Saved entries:
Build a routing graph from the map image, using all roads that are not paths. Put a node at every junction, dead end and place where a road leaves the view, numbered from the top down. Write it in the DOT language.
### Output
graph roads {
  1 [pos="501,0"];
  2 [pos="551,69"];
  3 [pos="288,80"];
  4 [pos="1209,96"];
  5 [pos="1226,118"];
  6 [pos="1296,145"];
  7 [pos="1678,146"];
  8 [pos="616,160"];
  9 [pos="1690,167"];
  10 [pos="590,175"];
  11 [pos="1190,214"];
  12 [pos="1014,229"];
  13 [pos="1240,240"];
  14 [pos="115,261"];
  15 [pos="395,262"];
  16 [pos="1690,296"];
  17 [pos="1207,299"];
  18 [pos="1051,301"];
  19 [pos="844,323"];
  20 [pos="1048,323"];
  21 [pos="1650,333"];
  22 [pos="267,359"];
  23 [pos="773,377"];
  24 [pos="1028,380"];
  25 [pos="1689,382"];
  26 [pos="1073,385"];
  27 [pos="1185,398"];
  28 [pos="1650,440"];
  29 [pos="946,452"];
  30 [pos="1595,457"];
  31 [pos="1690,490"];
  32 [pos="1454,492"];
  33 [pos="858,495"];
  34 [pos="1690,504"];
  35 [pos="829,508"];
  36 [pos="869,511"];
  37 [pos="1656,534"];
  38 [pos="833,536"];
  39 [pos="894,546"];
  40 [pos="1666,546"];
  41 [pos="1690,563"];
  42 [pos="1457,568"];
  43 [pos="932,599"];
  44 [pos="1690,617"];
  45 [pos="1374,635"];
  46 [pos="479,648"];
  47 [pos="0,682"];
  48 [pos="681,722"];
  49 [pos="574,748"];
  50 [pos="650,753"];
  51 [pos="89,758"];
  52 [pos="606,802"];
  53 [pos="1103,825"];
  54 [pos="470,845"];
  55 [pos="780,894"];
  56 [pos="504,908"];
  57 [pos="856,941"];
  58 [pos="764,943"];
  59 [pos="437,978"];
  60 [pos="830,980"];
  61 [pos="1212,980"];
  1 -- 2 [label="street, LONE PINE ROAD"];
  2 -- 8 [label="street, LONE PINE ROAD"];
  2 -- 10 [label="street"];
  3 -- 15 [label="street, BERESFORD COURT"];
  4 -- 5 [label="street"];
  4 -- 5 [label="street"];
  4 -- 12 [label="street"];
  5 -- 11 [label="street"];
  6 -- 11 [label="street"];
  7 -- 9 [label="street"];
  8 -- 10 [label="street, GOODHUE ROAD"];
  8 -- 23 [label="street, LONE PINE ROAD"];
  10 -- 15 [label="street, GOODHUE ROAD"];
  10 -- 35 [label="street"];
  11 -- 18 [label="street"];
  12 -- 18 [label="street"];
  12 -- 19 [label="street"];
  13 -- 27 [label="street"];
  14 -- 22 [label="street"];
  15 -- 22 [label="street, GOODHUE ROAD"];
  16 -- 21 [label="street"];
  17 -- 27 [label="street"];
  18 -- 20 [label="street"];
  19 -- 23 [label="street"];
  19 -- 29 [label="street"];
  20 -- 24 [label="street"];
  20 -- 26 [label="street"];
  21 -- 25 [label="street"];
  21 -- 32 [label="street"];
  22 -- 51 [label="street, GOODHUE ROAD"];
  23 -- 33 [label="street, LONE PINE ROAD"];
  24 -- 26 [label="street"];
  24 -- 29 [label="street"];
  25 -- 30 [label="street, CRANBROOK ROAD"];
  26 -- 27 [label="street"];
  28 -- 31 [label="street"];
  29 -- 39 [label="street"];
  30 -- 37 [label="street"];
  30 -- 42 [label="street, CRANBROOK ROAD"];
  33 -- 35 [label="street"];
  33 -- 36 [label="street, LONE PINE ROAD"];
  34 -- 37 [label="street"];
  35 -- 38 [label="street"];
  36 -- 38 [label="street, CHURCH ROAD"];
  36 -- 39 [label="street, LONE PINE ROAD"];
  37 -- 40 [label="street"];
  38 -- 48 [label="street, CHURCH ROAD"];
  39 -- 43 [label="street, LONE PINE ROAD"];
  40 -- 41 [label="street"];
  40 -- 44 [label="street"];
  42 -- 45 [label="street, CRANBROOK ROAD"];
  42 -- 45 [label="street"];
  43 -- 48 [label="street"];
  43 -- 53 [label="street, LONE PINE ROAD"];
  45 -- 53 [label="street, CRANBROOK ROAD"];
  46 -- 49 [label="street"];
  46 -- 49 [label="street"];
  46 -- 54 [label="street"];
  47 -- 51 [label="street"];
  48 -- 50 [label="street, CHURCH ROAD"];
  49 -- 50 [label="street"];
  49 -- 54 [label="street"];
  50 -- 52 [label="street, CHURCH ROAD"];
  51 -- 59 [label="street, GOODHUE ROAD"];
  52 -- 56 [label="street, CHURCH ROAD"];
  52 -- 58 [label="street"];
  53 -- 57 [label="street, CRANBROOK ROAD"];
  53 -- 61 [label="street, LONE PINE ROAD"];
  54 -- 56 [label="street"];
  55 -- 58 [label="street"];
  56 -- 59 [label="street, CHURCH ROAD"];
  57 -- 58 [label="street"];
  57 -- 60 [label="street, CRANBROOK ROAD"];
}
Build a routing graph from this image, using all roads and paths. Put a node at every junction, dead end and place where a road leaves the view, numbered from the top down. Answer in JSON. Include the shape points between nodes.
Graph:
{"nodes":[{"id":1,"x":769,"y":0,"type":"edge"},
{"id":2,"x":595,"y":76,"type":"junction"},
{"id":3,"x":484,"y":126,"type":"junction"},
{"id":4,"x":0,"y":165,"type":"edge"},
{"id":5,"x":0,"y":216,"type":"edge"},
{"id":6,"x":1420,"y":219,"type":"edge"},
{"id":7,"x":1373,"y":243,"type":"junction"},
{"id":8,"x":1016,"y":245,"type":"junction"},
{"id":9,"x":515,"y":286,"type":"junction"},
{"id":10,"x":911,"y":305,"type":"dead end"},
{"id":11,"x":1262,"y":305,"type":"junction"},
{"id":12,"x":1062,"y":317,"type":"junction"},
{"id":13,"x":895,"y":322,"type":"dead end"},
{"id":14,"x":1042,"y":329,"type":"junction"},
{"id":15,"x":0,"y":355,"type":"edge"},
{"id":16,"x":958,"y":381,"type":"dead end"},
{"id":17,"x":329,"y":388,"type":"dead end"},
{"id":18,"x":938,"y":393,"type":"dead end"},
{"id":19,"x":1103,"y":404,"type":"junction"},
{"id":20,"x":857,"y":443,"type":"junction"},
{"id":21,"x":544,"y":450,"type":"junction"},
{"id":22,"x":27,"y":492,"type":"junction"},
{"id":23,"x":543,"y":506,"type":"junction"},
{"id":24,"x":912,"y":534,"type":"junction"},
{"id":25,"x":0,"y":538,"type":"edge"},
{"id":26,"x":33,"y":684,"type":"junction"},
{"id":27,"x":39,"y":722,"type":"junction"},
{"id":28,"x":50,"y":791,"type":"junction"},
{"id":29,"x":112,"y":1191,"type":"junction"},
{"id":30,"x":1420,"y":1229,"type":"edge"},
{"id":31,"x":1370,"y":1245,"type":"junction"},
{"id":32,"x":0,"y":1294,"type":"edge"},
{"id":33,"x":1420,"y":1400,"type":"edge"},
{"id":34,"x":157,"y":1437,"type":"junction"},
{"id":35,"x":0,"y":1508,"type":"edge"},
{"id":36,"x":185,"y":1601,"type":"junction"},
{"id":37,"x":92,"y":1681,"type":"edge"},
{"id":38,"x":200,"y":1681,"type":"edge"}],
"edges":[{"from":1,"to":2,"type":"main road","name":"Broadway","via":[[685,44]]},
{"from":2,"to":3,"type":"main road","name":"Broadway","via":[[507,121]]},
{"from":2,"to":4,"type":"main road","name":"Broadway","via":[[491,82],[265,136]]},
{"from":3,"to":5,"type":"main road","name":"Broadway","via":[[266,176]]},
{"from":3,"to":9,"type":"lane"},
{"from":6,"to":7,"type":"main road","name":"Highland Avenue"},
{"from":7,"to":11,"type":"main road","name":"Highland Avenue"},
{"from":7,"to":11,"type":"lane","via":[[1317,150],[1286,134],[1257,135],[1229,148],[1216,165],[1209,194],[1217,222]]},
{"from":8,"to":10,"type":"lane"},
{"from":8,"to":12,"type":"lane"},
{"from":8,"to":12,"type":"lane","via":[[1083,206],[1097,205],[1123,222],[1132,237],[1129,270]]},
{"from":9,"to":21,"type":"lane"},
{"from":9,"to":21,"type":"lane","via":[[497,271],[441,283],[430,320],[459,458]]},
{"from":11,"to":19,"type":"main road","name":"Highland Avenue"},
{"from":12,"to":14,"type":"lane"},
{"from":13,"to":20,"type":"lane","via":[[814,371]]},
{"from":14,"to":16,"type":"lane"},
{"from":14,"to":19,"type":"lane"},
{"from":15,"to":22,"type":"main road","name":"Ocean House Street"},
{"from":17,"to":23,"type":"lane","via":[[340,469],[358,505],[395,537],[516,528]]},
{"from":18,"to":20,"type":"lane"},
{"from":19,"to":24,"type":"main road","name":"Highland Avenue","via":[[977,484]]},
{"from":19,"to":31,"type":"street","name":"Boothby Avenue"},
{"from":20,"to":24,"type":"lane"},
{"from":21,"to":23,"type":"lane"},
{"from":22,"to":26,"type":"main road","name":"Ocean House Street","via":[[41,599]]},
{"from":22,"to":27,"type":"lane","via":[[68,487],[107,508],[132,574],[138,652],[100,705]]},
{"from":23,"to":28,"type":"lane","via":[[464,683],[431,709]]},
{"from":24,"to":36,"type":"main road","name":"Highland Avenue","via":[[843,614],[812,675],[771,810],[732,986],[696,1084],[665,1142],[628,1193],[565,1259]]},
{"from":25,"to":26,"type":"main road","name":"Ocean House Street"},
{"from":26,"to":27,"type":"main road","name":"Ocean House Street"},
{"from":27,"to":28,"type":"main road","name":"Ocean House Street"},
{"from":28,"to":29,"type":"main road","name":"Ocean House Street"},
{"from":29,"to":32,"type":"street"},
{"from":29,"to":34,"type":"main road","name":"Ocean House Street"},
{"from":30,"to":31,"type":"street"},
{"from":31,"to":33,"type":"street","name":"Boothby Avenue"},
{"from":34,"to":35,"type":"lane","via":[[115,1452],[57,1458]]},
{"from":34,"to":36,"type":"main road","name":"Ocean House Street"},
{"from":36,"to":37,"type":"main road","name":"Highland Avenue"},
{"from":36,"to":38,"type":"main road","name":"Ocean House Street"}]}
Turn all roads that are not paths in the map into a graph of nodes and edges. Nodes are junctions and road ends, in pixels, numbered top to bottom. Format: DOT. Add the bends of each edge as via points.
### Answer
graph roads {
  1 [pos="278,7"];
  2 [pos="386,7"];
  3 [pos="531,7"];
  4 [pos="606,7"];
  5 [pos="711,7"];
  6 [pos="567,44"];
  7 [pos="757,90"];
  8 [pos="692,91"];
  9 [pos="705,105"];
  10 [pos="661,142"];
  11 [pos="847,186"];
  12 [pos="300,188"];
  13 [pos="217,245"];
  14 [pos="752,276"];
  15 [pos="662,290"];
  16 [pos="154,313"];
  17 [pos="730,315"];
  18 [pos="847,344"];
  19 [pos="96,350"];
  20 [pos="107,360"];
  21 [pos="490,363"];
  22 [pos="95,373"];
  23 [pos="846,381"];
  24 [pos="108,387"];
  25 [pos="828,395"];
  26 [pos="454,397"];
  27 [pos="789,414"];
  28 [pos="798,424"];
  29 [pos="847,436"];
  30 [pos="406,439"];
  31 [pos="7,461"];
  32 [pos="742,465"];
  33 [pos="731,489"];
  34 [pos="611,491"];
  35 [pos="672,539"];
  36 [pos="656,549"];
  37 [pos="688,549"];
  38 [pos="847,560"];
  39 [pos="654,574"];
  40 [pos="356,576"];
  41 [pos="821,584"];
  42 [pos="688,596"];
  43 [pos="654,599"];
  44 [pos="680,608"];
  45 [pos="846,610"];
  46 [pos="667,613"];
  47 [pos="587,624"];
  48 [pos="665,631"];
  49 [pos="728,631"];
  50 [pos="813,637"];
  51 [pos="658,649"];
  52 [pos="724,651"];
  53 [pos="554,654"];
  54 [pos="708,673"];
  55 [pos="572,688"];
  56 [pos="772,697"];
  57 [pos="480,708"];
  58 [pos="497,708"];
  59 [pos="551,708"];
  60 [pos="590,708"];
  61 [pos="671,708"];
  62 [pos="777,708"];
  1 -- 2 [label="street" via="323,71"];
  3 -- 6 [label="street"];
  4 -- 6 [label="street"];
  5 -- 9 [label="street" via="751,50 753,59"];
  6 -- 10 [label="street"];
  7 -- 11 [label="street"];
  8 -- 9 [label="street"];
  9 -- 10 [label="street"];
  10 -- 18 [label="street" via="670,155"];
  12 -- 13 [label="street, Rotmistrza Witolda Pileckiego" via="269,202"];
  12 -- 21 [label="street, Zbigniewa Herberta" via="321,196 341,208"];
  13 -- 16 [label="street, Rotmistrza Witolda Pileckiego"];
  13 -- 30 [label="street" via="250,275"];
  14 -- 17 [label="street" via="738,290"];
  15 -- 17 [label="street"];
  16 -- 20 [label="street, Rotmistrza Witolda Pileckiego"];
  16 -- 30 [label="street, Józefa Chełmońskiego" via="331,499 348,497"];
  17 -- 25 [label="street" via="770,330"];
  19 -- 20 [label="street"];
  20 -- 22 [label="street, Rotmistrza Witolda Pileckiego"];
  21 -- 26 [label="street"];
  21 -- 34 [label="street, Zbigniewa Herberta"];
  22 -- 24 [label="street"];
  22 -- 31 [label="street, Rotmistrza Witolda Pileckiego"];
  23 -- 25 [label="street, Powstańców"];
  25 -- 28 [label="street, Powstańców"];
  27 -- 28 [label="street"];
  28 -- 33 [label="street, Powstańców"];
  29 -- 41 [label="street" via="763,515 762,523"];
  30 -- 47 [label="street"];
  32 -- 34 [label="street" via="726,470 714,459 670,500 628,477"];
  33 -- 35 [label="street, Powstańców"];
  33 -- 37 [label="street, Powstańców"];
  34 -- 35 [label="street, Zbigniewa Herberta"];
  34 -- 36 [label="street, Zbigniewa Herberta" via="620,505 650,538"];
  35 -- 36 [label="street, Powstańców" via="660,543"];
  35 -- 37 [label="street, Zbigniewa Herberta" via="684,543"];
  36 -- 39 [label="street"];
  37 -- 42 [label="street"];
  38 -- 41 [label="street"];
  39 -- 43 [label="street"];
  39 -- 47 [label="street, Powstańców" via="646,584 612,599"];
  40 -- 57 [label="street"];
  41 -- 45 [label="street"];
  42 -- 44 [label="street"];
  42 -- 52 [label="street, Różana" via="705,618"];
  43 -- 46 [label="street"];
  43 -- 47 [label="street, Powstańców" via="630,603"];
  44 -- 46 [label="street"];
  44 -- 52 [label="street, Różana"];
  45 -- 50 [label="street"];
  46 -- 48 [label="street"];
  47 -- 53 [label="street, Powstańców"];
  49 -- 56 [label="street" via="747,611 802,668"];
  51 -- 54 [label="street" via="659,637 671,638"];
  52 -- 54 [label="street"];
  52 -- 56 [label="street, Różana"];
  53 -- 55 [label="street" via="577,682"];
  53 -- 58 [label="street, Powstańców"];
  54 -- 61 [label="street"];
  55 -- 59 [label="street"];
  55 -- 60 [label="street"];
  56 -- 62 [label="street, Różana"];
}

Exercise objective >> Extract each line holding the word "leaves" from the records.

Task solution >>
Build a routing graph from the map image, using all roads that are not paths. Put a node at every junction, dead end and place where a road leaves the view, numbered from the top down. Write it in the DOT language.
Build a routing graph from this image, using all roads and paths. Put a node at every junction, dead end and place where a road leaves the view, numbered from the top down. Answer in JSON. Include the shape points between nodes.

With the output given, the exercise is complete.